Jax: Fastest implementation of an elementwise gradient?

Created on 11 Aug 2020 · 7Comments · Source: google/jax

Not sure if this is the place to post this, so let me know if I should be putting this elsewhere.

I'm trying to implement gradient-enhanced kriging with JAX. Ideally, the user should be able to define a kernel and JAX will be able to automatically find its gradient/hessian and generate the appropriate covariance matrix. Here's what I've tried so far:

Kernel Implementation

import jax.numpy as np
from jax import jit, jacrev, jacfwd, vmap
from abc import ABC, abstractmethod


class Kernel(ABC):
    def __init__(self, name: str, debug=True):
        self.name = name

    def __call__(self, x1: np.ndarray, x2: np.ndarray):
        raise NotImplementedError()

    @abstractmethod
    def forward(self, x1: np.ndarray, x2: np.ndarray, thetas: np.ndarray):
        raise NotImplementedError()


class RBF(Kernel):
    def __init__(self, length_scale=1.0):
        self.length_scale = length_scale
        super(RBF, self).__init__('RBF')

    def __call__(self, x1: np.ndarray, x2: np.ndarray):
        return self.forward(x1, x2, np.array([self.length_scale]))

    def forward(self, x1: np.ndarray, x2: np.ndarray, thetas: np.ndarray):
        assert thetas.shape == (1,)
        length_scale = thetas[0]

        # d = np.linalg.norm(
        #     np.expand_dims(x1, 0) - np.expand_dims(x2, 1),
        #     axis=-1
        # ) / length_scale
        # return np.exp(-0.5 * (d * d))
        d = (np.expand_dims(x1, 0) - np.expand_dims(x2, 1)) / length_scale
        d = d * d
        d = np.sum(d, axis=-1)
        return np.exp(-0.5 * d)


class RBFGrad(RBF):
    def __init__(self, length_scale=1.0):
        super(RBFGrad, self).__init__(length_scale)
        self.dkdx1 = jit(jacfwd(super(RBFGrad, self).forward, argnums=0))
        self.dkdx2 = jit(jacfwd(super(RBFGrad, self).forward, argnums=1))
        self.dk2dx1dx2 = jit(jacfwd(jacrev(super(RBFGrad, self).forward, argnums=0), argnums=1))

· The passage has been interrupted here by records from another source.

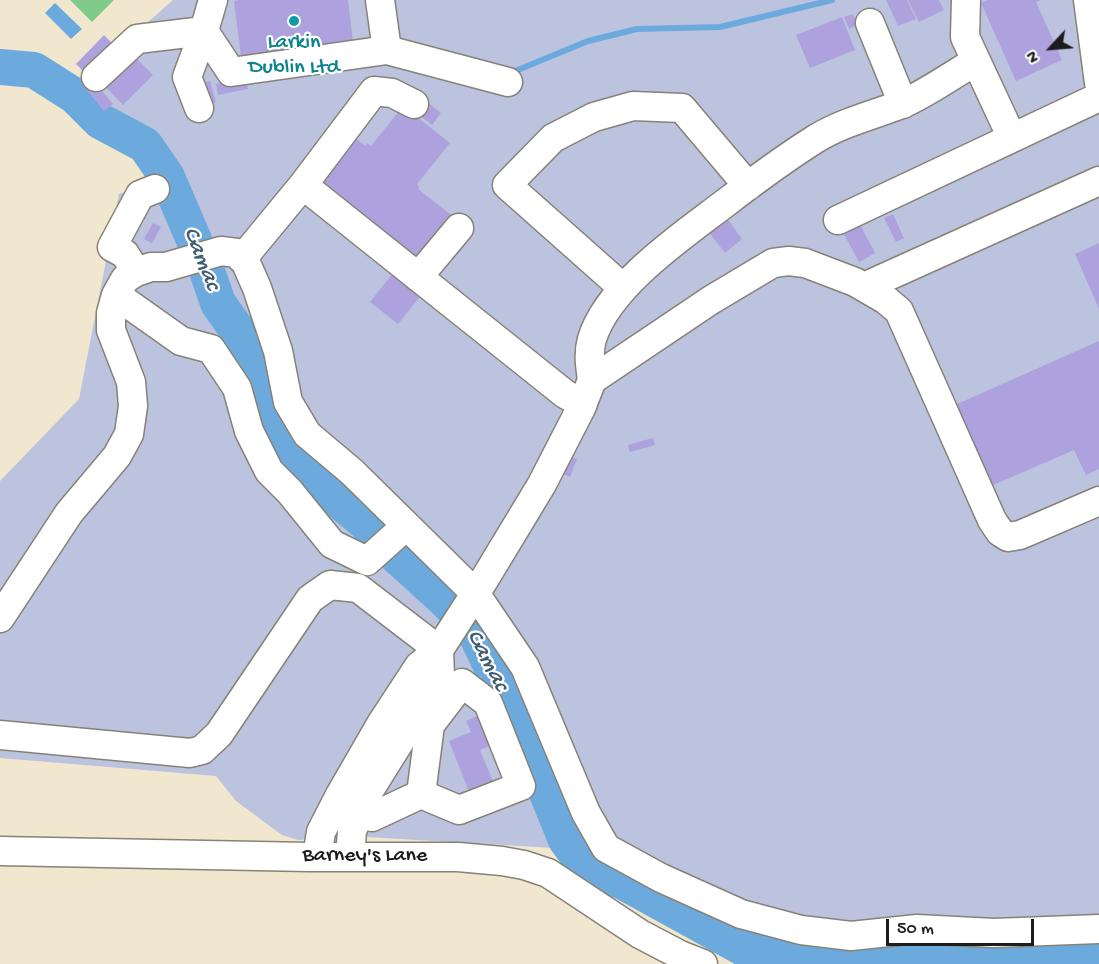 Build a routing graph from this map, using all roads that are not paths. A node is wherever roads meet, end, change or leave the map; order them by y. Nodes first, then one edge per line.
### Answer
1 (213, 0) edge
2 (380, 0) edge
3 (966, 0) edge
4 (1088, 0) edge
5 (870, 23) dead end
6 (204, 31) junction
7 (387, 50) junction
8 (976, 61) junction
9 (96, 77) dead end
10 (508, 82) dead end
11 (1099, 82) edge
12 (1099, 97) edge
13 (414, 104) dead end
14 (903, 104) junction
15 (199, 108) dead end
16 (1012, 138) junction
17 (1099, 181) edge
18 (303, 185) junction
19 (748, 186) junction
20 (154, 196) dead end
21 (838, 220) dead end
22 (459, 228) dead end
23 (242, 259) junction
24 (130, 263) junction
25 (418, 277) junction
26 (864, 287) junction
27 (624, 288) junction
28 (117, 295) junction
29 (587, 392) junction
30 (1099, 501) edge
31 (390, 540) junction
32 (464, 609) junction
33 (0, 618) edge
34 (439, 650) junction
35 (423, 721) junction
36 (0, 735) edge
37 (422, 794) junction
38 (372, 817) dead end
39 (0, 851) edge
40 (318, 857) junction
41 (350, 857) junction
42 (1099, 929) edge
43 (703, 964) edge

1 - 6 street
2 - 7 street
3 - 8 street
4 - 11 street
5 - 14 street
6 - 7 street
6 - 9 street
6 - 15 street
7 - 10 street
8 - 14 street
8 - 16 street
12 - 16 street
13 - 18 street
14 - 19 street
16 - 21 street
17 - 26 street
18 - 23 street
18 - 25 street
19 - 27 street
19 - 27 street
20 - 24 street
22 - 25 street
23 - 24 street
23 - 31 street
24 - 28 street
25 - 29 street
26 - 29 street
26 - 30 street
27 - 29 street
28 - 31 street
28 - 33 street
29 - 32 street
31 - 32 street
32 - 34 street
32 - 42 street
34 - 35 street
34 - 36 street
34 - 40 street
35 - 37 street
35 - 37 street
35 - 41 street
37 - 38 street
39 - 40 street, Barney's Lane
40 - 41 street, Barney's Lane
41 - 43 street, Barney's Lane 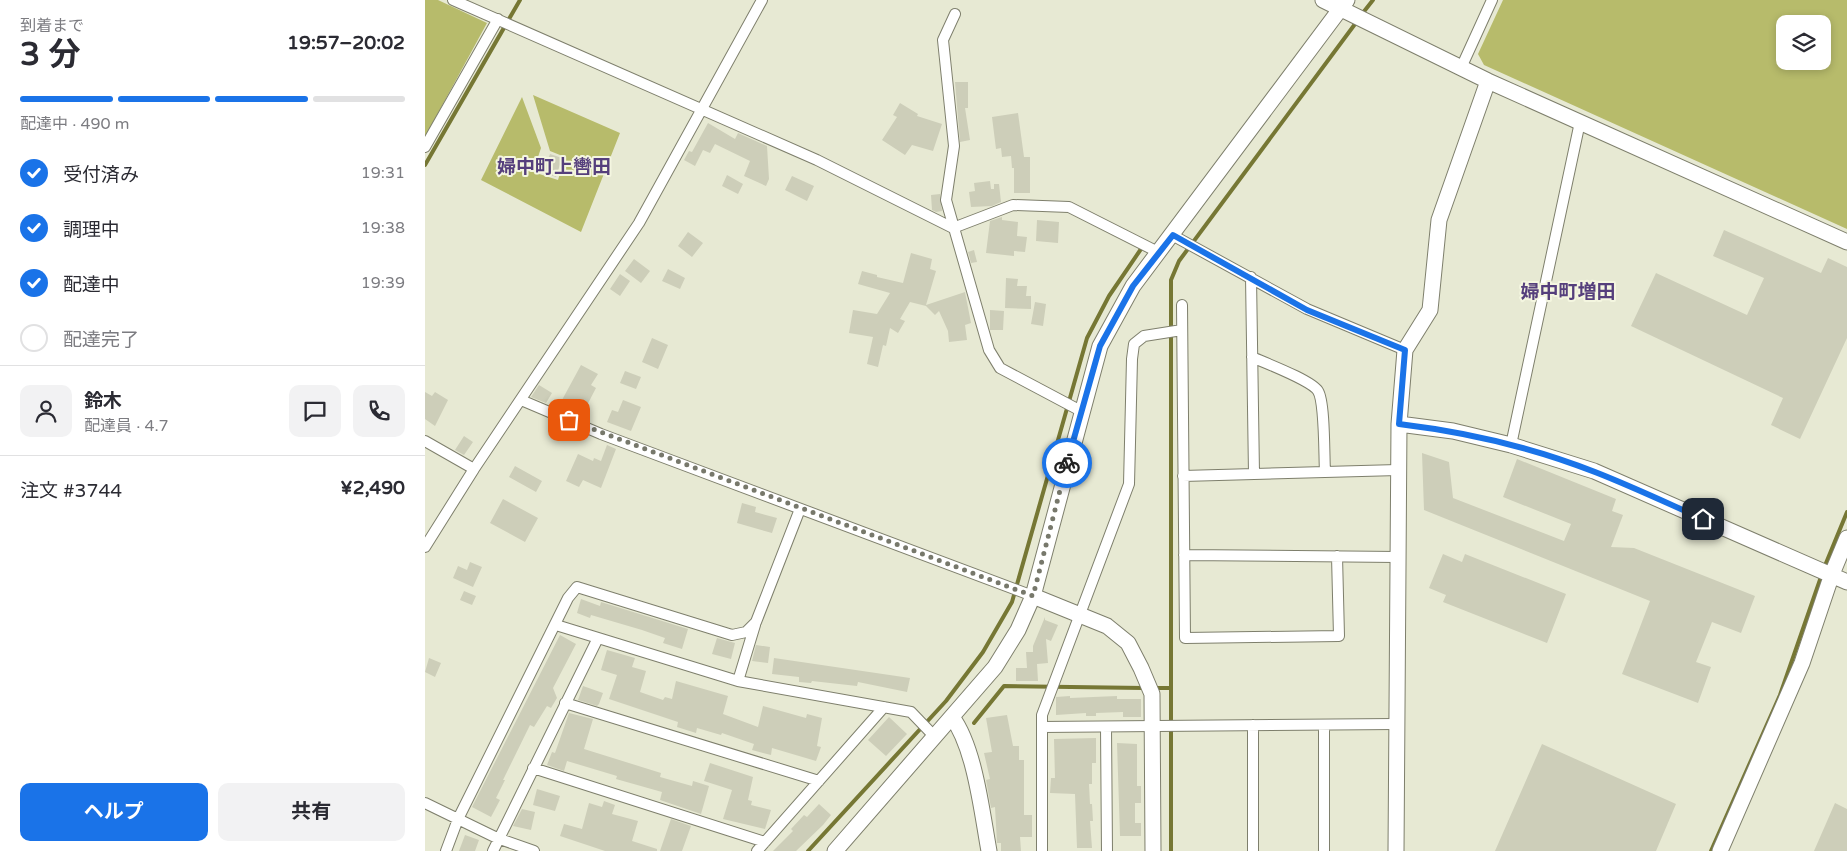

    def forward(self, x1: np.ndarray, x2: np.ndarray, thetas: np.ndarray):
        K = super().forward(x1, x2, thetas)
        dx2 = self.dkdx2(x1, x2, thetas).sum(-2)
        upper = np.concatenate([dx2[:, :, i] for i in range(dx2.shape[-1])], axis=1)
        dx1 = self.dkdx1(x1, x2, thetas).sum(-2)
        left = np.concatenate([dx1[:, :, i] for i in range(dx1.shape[-1])], axis=0)
        dx1dx2 = self.dk2dx1dx2(x1, x2, thetas).sum(2).sum(-2)
        dx2_concatenated = np.concatenate([
            dx1dx2[:, :, :, i]
            for i in range(dx1dx2.shape[-1])
        ], axis=1)
        hess = np.concatenate([
            dx2_concatenated[:, :, i]
            for i in range(dx2_concatenated.shape[-1])
        ], axis=0)

        # form the overall covariance matrix
        # [
        #     [K,       dK/dx2      ],
        #     [dK/dx1,  dK^2/dx1dx2 ]
        # ]
        return np.concatenate([
            np.concatenate([K, upper], axis=1),
            np.concatenate([left, hess], axis=1)],
            axis=0
        )

Test

import pytest
from gpgrad.kernels import *
import jax.numpy as np
import numpy as onp
import jax


def test_rbf():
    a = np.linspace(0, 10).reshape(-1, 1)
    k = RBF(1.0)
    result = k(a, a)
    assert result.shape == (len(a), len(a))
    assert np.allclose(np.diag(result), 1.0)
    assert np.allclose(k(a, a), k(a.reshape(-1, 1), a.reshape(-1, 1)))


def test_rbfgrad():
    a = np.linspace(0, 10).reshape(-1, 1)
    b = np.linspace(0, 10).reshape(-1, 1)

    k = RBFGrad(1.0)
    result = k(a, b)
    assert result.shape == (2*len(a), 2*len(a))
    # diagonals of kernel matrix should be 1.0
    assert np.allclose(np.diag(result[:len(a), :len(a)]), 1.0)
    # diagonals of derivative matrices wrt. x1 or x2 should be 0.0
    assert np.allclose(np.diag(result[:len(a), len(a):]), 0.0)
    assert np.allclose(np.diag(result[len(a):, :len(a)]), 0.0)
    # diagonals of hessian wrt x1 and x2 should be 1.0
    assert np.allclose(np.diag(result[len(a):, len(a):]), 1.0)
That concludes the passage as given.